Segment Open

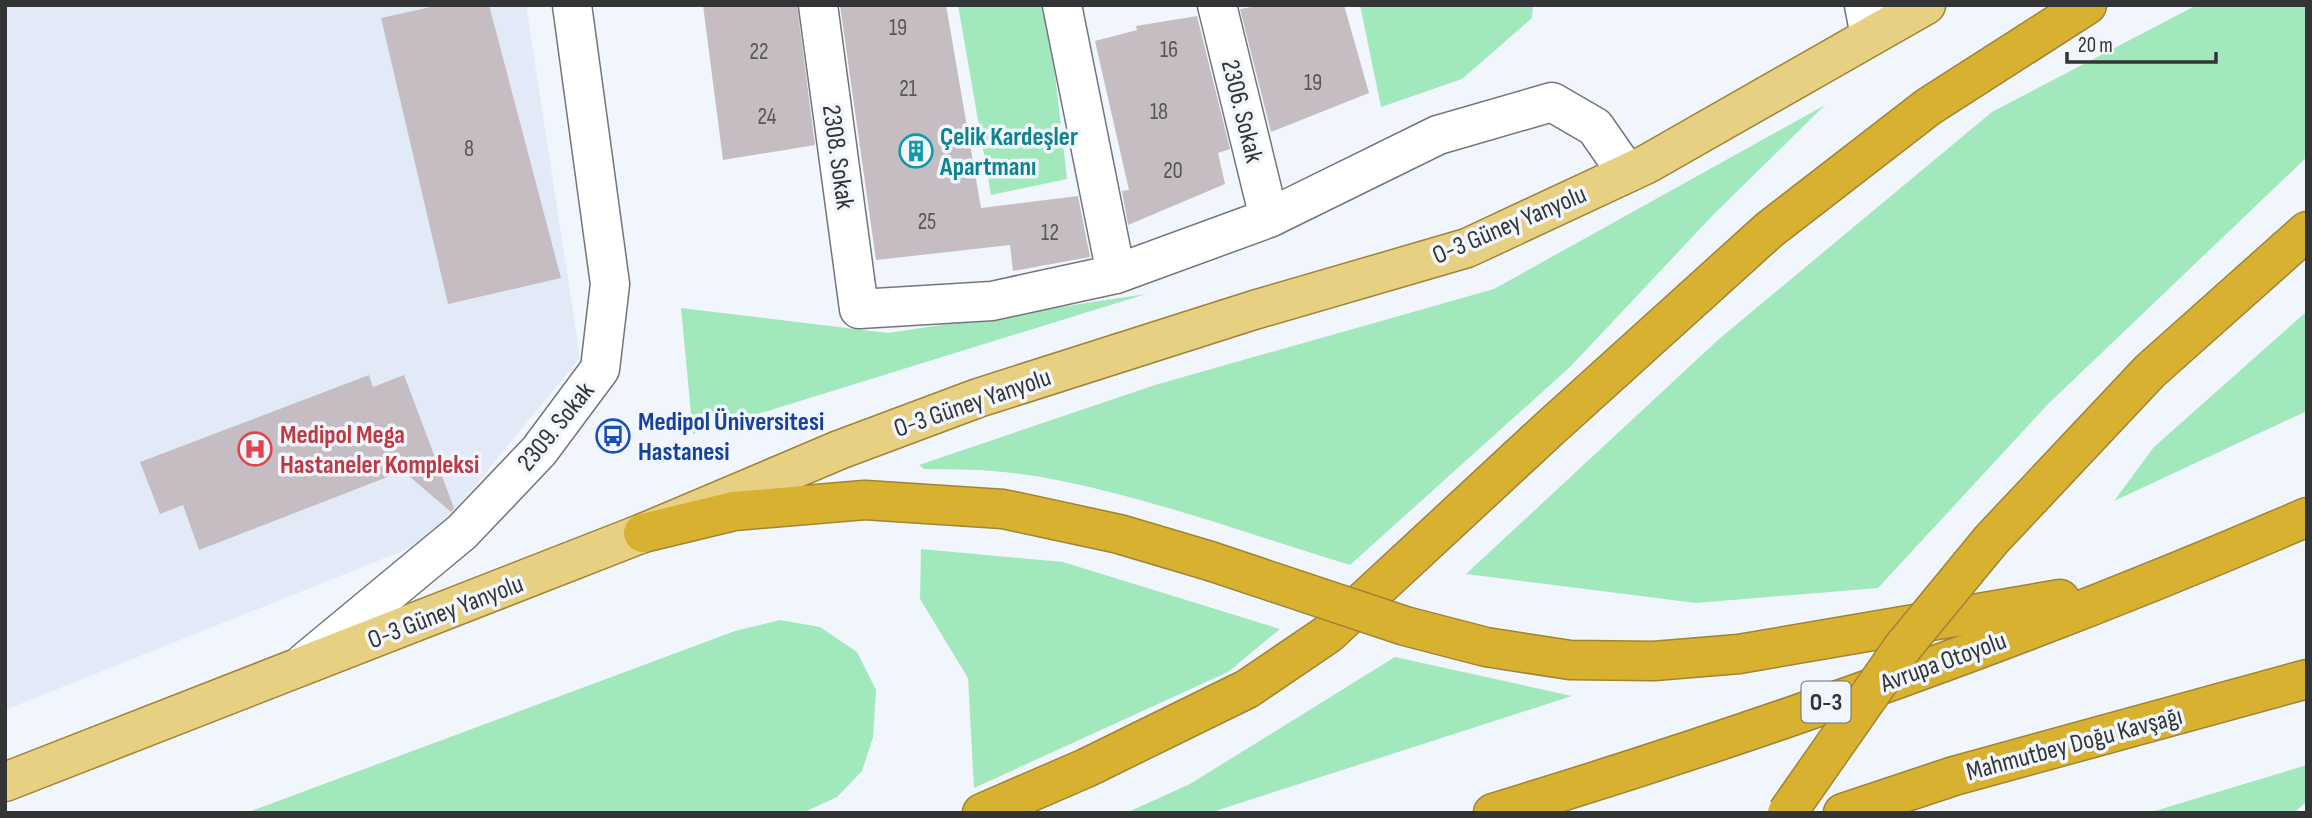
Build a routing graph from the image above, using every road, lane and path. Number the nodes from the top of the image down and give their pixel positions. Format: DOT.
graph roads {
  1 [pos="572,5"];
  2 [pos="818,5"];
  3 [pos="1062,5"];
  4 [pos="1217,5"];
  5 [pos="1926,5"];
  6 [pos="2087,5"];
  7 [pos="1867,21"];
  8 [pos="1627,173"];
  9 [pos="1269,218"];
  10 [pos="2307,231"];
  11 [pos="1116,274"];
  12 [pos="2307,517"];
  13 [pos="643,533"];
  14 [pos="2156,583"];
  15 [pos="296,670"];
  16 [pos="2307,679"];
  17 [pos="5,782"];
  18 [pos="982,813"];
  19 [pos="1493,813"];
  20 [pos="1787,813"];
  21 [pos="1843,813"];
  1 -- 15 [label="street, 2309. Sokak"];
  2 -- 11 [label="street, 2308. Sokak"];
  3 -- 11 [label="street"];
  4 -- 9 [label="street, 2306. Sokak"];
  5 -- 7 [label="main road, O-3 Güney Yanyolu"];
  6 -- 18 [label="highway"];
  7 -- 8 [label="main road, O-3 Güney Yanyolu"];
  8 -- 9 [label="street"];
  8 -- 13 [label="main road, O-3 Güney Yanyolu"];
  9 -- 11 [label="street"];
  10 -- 20 [label="highway, bridge"];
  12 -- 14 [label="highway, Avrupa Otoyolu / O-3"];
  13 -- 14 [label="highway, bridge"];
  13 -- 15 [label="main road, O-3 Güney Yanyolu"];
  14 -- 19 [label="highway, Avrupa Otoyolu / O-3"];
  15 -- 17 [label="main road, O-3 Güney Yanyolu"];
  16 -- 21 [label="highway, Mahmutbey Doğu Kavşağı"];
}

Segment Closed

Will you set down the records word for word while leaving out every picture?

Response to this task:
Build a routing graph from the image above, using every road, lane and path. Number the nodes from the top of the image down and give their pixel positions. Format: DOT.
graph roads {
  1 [pos="572,5"];
  2 [pos="818,5"];
  3 [pos="1062,5"];
  4 [pos="1217,5"];
  5 [pos="1926,5"];
  6 [pos="2087,5"];
  7 [pos="1867,21"];
  8 [pos="1627,173"];
  9 [pos="1269,218"];
  10 [pos="2307,231"];
  11 [pos="1116,274"];
  12 [pos="2307,517"];
  13 [pos="643,533"];
  14 [pos="2156,583"];
  15 [pos="296,670"];
  16 [pos="2307,679"];
  17 [pos="5,782"];
  18 [pos="982,813"];
  19 [pos="1493,813"];
  20 [pos="1787,813"];
  21 [pos="1843,813"];
  1 -- 15 [label="street, 2309. Sokak"];
  2 -- 11 [label="street, 2308. Sokak"];
  3 -- 11 [label="street"];
  4 -- 9 [label="street, 2306. Sokak"];
  5 -- 7 [label="main road, O-3 Güney Yanyolu"];
  6 -- 18 [label="highway"];
  7 -- 8 [label="main road, O-3 Güney Yanyolu"];
  8 -- 9 [label="street"];
  8 -- 13 [label="main road, O-3 Güney Yanyolu"];
  9 -- 11 [label="street"];
  10 -- 20 [label="highway, bridge"];
  12 -- 14 [label="highway, Avrupa Otoyolu / O-3"];
  13 -- 14 [label="highway, bridge"];
  13 -- 15 [label="main road, O-3 Güney Yanyolu"];
  14 -- 19 [label="highway, Avrupa Otoyolu / O-3"];
  15 -- 17 [label="main road, O-3 Güney Yanyolu"];
  16 -- 21 [label="highway, Mahmutbey Doğu Kavşağı"];
}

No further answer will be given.